Los Angeles, USA - The federal appeals court in San Francisco yesterday upheld a death sentence from a jury that had consulted the Bible’s teachings on capital punishment.
In a second decision on the role of religion in the criminal justice system, the same court ruled Friday that requiring a former prisoner on parole to attend meetings of Alcoholics Anonymous violated the First Amendment’s ban on government establishment of religion.
In the capital case, the United States Court of Appeals for the Ninth Circuit split 9 to 6 on the question of whether notes including Bible verses prepared by the jury’s foreman and used during sentencing deliberations required reversal of the death sentence imposed on Stevie L. Fields in 1979.
Mr. Fields, on parole after serving time for manslaughter, committed a series of rapes, kidnappings and robberies, and murdered Rosemary Cobbs, a student librarian at the University of Southern California.
After the jury convicted Mr. Fields and while it was deliberating his sentence, the foreman, Rodney White, conducted outside research, consulting several reference works and preparing a list of pros and cons on the death penalty that he shared with fellow jurors. On the pro side, he quoted passages from the Bible, including this one from Exodus: “He that smiteth a man, so that he dies, shall surely be put to death.”
Judge Pamela Ann Rymer, writing for the majority, said there was no need to decide whether there had been juror misconduct, “because even assuming there was, we are persuaded that White’s notes had no substantial and injurious effect or influence.”
In dissent, Judge Marsha S. Berzon said there was “no doubt that White engaged in unconstitutional misconduct by injecting his overnight biblical research into the deliberations.” Judge Ronald M. Gould, also dissenting, said the majority had endorsed “a theocratic jury room” in which jurors consider “the death penalty in light of Scripture.”
In Friday’s decision, a unanimous three-judge panel of the court ruled that a parole officer in Hawaii who ordered a methamphetamine addict on parole to attend meetings of Alcoholics Anonymous/Narcotics Anonymous could be sued by the addict’s estate for violating his constitutional rights.
The case was brought by Ricky K. Inouye, who was released on parole in 2000 after serving time for drug crimes. His parole officer, Mark Nanamori, ordered him to attend A.A. meetings. Mr. Inouye, a Buddhist, refused.

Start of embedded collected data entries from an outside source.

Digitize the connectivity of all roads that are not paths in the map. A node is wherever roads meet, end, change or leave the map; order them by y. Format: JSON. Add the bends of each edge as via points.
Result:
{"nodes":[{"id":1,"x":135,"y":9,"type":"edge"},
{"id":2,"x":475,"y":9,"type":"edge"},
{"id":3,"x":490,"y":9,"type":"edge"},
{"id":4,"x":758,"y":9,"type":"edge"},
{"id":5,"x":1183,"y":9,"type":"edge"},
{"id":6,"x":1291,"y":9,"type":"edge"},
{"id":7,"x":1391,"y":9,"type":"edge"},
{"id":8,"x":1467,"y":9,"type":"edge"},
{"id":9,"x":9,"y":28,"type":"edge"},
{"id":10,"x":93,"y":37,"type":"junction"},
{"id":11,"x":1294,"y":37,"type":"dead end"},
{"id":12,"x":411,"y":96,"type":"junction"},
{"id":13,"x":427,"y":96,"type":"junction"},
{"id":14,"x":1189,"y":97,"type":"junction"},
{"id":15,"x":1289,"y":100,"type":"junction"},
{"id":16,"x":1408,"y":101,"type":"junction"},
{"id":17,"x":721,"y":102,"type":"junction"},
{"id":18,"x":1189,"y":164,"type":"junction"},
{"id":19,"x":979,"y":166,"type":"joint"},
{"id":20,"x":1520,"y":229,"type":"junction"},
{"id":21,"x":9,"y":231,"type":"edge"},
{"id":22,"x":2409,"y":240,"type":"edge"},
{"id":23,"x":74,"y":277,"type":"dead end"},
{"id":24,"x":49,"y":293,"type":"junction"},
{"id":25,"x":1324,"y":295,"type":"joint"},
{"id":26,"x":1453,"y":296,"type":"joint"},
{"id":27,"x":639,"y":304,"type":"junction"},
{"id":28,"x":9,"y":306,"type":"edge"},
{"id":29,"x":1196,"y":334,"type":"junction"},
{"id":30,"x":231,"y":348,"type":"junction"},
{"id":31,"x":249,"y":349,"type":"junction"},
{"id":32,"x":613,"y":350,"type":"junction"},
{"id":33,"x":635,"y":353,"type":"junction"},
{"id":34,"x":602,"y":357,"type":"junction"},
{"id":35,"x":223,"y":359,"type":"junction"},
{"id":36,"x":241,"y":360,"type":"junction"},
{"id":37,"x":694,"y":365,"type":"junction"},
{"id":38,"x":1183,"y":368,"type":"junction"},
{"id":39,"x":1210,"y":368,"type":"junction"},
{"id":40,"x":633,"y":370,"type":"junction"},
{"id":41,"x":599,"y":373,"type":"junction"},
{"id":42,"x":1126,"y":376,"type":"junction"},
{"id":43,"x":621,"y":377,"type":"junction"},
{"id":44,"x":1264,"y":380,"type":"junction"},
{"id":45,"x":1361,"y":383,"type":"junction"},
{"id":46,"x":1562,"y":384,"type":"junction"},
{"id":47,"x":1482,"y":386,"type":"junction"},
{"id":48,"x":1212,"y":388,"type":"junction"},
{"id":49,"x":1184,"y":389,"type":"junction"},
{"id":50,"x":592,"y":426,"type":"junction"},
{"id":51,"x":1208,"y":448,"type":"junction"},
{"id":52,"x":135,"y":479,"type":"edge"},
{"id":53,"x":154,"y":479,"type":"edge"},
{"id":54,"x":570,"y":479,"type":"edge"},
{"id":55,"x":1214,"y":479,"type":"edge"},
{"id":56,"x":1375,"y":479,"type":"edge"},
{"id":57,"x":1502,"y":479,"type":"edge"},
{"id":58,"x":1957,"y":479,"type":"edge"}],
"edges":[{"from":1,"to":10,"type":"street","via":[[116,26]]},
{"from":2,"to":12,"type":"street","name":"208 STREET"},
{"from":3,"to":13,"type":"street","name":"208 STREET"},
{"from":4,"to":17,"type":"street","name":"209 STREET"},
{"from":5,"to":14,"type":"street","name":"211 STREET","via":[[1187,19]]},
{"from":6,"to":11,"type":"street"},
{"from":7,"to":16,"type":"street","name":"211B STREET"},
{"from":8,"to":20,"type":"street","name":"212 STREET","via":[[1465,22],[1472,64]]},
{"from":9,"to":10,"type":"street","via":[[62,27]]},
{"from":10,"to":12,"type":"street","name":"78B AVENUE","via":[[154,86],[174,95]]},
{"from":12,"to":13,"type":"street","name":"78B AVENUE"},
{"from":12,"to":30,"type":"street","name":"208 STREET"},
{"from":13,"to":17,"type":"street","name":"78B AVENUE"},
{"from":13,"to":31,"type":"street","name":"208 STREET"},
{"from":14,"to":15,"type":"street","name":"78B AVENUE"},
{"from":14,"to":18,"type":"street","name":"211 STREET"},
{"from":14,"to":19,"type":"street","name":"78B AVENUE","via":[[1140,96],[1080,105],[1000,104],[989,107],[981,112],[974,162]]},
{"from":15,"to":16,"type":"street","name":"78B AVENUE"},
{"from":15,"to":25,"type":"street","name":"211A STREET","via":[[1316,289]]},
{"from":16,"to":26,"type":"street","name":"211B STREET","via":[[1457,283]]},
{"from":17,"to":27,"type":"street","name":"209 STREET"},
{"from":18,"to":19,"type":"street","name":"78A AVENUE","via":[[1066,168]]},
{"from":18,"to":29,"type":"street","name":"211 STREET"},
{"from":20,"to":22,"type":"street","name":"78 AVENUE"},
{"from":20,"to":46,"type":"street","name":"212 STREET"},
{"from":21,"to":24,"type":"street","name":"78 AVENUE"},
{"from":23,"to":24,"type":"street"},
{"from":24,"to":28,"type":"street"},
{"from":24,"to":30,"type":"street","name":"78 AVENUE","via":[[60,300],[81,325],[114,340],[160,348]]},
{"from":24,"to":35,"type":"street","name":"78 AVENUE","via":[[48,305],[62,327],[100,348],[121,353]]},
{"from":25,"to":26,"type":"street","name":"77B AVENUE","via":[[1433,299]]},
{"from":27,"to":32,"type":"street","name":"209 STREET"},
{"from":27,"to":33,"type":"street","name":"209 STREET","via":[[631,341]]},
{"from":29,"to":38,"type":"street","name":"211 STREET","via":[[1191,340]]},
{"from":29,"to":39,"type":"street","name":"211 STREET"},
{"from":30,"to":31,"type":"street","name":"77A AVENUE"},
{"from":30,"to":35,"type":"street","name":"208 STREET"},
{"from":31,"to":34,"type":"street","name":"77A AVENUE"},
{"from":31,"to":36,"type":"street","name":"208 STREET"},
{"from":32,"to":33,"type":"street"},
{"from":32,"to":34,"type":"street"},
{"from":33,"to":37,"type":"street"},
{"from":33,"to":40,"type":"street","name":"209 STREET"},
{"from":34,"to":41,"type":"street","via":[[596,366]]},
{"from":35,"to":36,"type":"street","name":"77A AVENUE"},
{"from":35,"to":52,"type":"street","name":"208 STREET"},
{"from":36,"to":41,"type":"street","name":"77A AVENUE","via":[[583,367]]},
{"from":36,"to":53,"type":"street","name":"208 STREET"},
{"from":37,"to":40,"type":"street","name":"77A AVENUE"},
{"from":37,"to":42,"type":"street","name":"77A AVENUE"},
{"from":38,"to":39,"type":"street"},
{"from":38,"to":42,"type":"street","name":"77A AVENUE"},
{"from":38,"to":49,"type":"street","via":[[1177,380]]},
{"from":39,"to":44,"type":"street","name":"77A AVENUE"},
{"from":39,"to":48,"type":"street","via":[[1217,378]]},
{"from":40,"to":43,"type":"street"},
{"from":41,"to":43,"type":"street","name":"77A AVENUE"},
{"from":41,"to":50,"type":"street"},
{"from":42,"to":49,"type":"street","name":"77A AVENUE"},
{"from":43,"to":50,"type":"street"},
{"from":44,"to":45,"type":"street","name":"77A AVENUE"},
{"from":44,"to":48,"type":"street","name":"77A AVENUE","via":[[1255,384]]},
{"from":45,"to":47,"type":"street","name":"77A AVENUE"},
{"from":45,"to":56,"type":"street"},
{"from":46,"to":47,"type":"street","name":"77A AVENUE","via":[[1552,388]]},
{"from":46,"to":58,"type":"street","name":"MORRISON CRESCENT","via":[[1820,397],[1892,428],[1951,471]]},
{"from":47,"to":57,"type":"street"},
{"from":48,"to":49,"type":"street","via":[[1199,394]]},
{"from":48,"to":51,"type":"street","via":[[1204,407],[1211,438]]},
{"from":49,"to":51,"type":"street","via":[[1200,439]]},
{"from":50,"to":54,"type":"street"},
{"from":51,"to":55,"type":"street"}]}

Partly as a result, he was returned to prison.
That violated the First Amendment, the panel ruled. “While we in no way denigrate the fine work of A.A./N.A., attendance in their programs may not be coerced by the state,” wrote Judge Berzon, who was also one of the dissenting judges in yesterday’s decision.
Most other courts that have considered the question of whether prisoners and parolees may be compelled to attend A.A. meetings have come to the same conclusion, usually relying on the program’s invocation of a “higher power.”
A member of the staff of Alcoholics Anonymous’s general service office in New York said the organization took no position on the ruling. “We do say in our literature that we are not a religious program, that we’re not religious but spiritual,” the staff member said, declining to give his full name for publication.
Judge Berzon was joined in the decision by Judge David R. Thompson. Judge Richard C. Tallman issued a concurring opinion of his own.